Try it =>
Your task is to copy every line of the entries that holds the word "this".

○ ○ ○ ○ ○ ○ ○

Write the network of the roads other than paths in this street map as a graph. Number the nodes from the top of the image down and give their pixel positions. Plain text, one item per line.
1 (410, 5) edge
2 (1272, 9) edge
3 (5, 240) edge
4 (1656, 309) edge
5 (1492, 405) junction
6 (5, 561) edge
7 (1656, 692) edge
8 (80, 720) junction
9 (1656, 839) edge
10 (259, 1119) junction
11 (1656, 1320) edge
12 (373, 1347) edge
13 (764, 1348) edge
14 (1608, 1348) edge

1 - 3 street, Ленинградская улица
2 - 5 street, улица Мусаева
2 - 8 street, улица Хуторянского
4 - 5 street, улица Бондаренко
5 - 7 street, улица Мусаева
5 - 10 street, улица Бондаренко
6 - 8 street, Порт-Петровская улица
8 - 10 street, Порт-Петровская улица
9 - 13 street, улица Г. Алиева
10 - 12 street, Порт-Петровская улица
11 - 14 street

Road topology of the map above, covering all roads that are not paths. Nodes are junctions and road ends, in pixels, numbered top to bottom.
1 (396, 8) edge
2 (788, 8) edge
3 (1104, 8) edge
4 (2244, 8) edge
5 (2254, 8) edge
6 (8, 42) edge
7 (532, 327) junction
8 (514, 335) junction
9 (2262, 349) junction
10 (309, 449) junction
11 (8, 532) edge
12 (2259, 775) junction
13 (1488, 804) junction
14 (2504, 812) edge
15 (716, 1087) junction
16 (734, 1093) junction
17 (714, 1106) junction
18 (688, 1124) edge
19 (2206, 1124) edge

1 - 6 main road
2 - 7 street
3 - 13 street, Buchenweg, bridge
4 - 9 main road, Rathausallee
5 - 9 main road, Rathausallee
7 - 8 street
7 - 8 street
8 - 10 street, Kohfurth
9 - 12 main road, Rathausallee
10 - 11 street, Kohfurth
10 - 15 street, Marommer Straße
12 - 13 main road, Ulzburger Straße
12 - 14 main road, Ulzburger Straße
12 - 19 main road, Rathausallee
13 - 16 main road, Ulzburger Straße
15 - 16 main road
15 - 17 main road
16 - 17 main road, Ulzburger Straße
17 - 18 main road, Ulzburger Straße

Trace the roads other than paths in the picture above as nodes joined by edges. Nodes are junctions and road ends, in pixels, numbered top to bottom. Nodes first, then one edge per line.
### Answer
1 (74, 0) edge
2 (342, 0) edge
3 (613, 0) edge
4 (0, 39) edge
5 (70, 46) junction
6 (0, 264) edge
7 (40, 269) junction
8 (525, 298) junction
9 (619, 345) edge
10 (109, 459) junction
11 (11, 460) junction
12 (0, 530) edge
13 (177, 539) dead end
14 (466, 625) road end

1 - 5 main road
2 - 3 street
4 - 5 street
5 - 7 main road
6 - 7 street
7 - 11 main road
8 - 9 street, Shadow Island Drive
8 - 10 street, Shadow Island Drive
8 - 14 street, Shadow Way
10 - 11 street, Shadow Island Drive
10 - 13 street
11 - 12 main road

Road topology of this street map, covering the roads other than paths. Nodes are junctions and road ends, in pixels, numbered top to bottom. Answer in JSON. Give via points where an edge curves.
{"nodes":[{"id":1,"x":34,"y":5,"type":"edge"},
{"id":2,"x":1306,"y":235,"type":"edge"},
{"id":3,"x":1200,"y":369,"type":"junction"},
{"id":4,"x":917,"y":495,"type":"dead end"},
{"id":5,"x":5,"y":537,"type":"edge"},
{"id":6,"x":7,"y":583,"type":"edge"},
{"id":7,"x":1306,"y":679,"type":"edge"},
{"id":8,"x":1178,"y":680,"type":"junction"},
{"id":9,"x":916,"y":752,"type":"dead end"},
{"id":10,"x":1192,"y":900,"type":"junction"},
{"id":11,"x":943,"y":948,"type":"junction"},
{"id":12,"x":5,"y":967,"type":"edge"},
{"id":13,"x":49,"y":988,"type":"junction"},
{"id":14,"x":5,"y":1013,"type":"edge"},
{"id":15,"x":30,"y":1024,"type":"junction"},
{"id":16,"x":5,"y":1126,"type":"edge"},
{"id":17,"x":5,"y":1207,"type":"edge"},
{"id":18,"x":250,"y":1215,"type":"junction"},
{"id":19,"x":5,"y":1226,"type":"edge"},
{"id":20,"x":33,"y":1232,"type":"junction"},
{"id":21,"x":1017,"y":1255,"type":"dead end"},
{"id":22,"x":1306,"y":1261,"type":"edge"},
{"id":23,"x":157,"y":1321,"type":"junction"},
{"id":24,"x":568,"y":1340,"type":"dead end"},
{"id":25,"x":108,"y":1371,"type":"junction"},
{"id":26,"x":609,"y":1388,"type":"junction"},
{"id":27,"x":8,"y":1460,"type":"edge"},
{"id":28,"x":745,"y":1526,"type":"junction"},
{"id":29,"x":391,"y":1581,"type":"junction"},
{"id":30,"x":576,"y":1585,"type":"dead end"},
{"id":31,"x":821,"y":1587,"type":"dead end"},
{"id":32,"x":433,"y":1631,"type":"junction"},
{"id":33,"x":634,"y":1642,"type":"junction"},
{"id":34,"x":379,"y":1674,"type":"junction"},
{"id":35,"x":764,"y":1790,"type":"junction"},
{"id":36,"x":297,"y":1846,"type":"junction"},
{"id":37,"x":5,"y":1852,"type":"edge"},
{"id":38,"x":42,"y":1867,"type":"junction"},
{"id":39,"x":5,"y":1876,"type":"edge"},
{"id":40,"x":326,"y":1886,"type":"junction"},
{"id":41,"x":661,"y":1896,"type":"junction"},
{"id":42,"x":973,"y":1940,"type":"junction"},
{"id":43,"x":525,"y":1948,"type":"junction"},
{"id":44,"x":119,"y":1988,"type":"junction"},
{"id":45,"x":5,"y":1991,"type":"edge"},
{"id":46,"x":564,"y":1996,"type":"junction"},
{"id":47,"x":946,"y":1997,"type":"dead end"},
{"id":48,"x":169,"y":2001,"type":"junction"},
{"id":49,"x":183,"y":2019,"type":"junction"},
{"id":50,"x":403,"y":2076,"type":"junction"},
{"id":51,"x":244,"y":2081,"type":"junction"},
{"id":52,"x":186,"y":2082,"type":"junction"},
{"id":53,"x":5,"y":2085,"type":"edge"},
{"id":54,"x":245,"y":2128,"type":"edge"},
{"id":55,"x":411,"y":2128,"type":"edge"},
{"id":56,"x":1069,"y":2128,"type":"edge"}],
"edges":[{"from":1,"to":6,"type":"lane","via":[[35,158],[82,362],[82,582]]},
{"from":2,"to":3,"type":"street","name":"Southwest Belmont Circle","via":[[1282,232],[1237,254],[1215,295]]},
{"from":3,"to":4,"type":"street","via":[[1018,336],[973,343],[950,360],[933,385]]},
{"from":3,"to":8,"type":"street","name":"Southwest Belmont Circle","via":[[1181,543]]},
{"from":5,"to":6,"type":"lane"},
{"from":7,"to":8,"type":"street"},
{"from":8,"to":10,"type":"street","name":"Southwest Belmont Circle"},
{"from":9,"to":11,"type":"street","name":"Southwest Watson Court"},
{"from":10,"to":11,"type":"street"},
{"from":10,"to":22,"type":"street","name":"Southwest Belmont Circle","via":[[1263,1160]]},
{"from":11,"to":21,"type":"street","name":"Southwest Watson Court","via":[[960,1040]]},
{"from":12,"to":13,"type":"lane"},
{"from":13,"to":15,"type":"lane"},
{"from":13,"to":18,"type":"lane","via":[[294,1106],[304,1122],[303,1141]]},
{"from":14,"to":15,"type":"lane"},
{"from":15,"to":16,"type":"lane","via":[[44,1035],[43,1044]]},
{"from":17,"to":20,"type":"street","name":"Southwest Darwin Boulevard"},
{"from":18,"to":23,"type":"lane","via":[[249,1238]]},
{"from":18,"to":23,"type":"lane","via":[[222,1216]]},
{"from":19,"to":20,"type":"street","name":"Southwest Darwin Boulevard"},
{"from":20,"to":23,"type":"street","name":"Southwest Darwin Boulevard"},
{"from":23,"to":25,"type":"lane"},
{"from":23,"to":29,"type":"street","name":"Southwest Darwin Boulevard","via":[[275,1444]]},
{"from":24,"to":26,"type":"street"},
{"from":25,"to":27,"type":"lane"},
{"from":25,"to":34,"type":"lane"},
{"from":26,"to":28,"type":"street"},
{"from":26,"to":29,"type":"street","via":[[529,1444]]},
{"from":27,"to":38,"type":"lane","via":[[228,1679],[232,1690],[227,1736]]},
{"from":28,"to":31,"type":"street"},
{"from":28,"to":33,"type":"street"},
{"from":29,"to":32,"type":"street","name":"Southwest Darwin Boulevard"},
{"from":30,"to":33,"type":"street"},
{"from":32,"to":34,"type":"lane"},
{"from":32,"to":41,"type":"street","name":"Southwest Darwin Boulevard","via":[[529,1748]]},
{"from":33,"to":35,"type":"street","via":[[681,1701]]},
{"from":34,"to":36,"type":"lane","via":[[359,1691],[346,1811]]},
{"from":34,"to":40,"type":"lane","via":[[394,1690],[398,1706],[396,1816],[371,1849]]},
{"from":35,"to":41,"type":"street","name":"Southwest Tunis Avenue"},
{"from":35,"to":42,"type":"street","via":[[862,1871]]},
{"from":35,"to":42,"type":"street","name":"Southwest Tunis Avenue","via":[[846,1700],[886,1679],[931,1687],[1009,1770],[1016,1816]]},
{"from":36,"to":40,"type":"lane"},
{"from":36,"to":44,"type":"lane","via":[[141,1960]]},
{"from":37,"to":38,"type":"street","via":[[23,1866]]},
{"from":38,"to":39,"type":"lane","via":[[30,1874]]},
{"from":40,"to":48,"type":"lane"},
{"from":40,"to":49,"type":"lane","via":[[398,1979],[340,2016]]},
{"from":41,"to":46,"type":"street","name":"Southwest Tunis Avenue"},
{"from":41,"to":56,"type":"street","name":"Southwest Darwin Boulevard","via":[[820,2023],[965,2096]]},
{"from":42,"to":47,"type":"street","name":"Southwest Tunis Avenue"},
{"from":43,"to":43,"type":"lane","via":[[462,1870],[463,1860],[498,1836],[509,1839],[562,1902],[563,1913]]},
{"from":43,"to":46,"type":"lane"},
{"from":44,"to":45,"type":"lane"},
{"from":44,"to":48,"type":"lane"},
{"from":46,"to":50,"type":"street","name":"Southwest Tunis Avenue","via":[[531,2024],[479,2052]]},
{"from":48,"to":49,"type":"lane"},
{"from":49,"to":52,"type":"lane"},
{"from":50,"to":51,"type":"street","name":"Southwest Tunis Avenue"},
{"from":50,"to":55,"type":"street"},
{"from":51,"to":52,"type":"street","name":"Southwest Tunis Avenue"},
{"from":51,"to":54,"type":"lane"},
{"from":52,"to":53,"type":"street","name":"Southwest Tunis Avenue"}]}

○ ○ ○ ○ ○ ○ ○

Answer for the task =>
Write the network of the roads other than paths in this street map as a graph. Number the nodes from the top of the image down and give their pixel positions. Plain text, one item per line.
Road topology of this street map, covering the roads other than paths. Nodes are junctions and road ends, in pixels, numbered top to bottom. Answer in JSON. Give via points where an edge curves.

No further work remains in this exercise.